PROBLEM REQUIREMENTS: Start at the first record below and retype through the last, exactly.

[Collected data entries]
__________________________________________________

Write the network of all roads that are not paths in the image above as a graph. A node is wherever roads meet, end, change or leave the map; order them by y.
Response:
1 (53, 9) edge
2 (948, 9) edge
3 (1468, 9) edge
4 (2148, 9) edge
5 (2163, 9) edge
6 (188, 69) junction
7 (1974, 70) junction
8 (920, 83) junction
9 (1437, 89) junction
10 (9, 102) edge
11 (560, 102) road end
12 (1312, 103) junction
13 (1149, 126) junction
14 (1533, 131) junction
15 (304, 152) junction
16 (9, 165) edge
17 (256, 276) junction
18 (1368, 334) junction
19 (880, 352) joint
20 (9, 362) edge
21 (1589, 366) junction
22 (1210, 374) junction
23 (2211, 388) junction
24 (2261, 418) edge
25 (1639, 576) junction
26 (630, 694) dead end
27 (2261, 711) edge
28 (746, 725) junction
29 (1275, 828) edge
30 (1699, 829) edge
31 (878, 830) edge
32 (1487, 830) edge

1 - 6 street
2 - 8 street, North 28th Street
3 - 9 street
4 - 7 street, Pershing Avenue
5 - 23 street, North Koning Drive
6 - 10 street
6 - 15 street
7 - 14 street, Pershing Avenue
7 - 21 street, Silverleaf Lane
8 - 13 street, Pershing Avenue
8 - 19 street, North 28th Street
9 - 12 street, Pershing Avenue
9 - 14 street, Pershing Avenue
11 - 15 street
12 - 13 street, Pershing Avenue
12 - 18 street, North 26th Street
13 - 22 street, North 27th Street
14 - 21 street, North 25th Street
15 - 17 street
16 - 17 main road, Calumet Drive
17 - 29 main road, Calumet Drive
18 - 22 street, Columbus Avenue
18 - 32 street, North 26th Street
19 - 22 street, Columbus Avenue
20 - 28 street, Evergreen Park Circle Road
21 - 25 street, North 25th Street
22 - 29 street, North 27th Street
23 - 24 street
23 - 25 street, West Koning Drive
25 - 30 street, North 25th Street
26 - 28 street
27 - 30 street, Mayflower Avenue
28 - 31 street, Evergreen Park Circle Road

__________________________________________________

ANSWER:
Write the network of all roads that are not paths in the image above as a graph. A node is wherever roads meet, end, change or leave the map; order them by y.
Response:
1 (53, 9) edge
2 (948, 9) edge
3 (1468, 9) edge
4 (2148, 9) edge
5 (2163, 9) edge
6 (188, 69) junction
7 (1974, 70) junction
8 (920, 83) junction
9 (1437, 89) junction
10 (9, 102) edge
11 (560, 102) road end
12 (1312, 103) junction
13 (1149, 126) junction
14 (1533, 131) junction
15 (304, 152) junction
16 (9, 165) edge
17 (256, 276) junction
18 (1368, 334) junction
19 (880, 352) joint
20 (9, 362) edge
21 (1589, 366) junction
22 (1210, 374) junction
23 (2211, 388) junction
24 (2261, 418) edge
25 (1639, 576) junction
26 (630, 694) dead end
27 (2261, 711) edge
28 (746, 725) junction
29 (1275, 828) edge
30 (1699, 829) edge
31 (878, 830) edge
32 (1487, 830) edge

1 - 6 street
2 - 8 street, North 28th Street
3 - 9 street
4 - 7 street, Pershing Avenue
5 - 23 street, North Koning Drive
6 - 10 street
6 - 15 street
7 - 14 street, Pershing Avenue
7 - 21 street, Silverleaf Lane
8 - 13 street, Pershing Avenue
8 - 19 street, North 28th Street
9 - 12 street, Pershing Avenue
9 - 14 street, Pershing Avenue
11 - 15 street
12 - 13 street, Pershing Avenue
12 - 18 street, North 26th Street
13 - 22 street, North 27th Street
14 - 21 street, North 25th Street
15 - 17 street
16 - 17 main road, Calumet Drive
17 - 29 main road, Calumet Drive
18 - 22 street, Columbus Avenue
18 - 32 street, North 26th Street
19 - 22 street, Columbus Avenue
20 - 28 street, Evergreen Park Circle Road
21 - 25 street, North 25th Street
22 - 29 street, North 27th Street
23 - 24 street
23 - 25 street, West Koning Drive
25 - 30 street, North 25th Street
26 - 28 street
27 - 30 street, Mayflower Avenue
28 - 31 street, Evergreen Park Circle Road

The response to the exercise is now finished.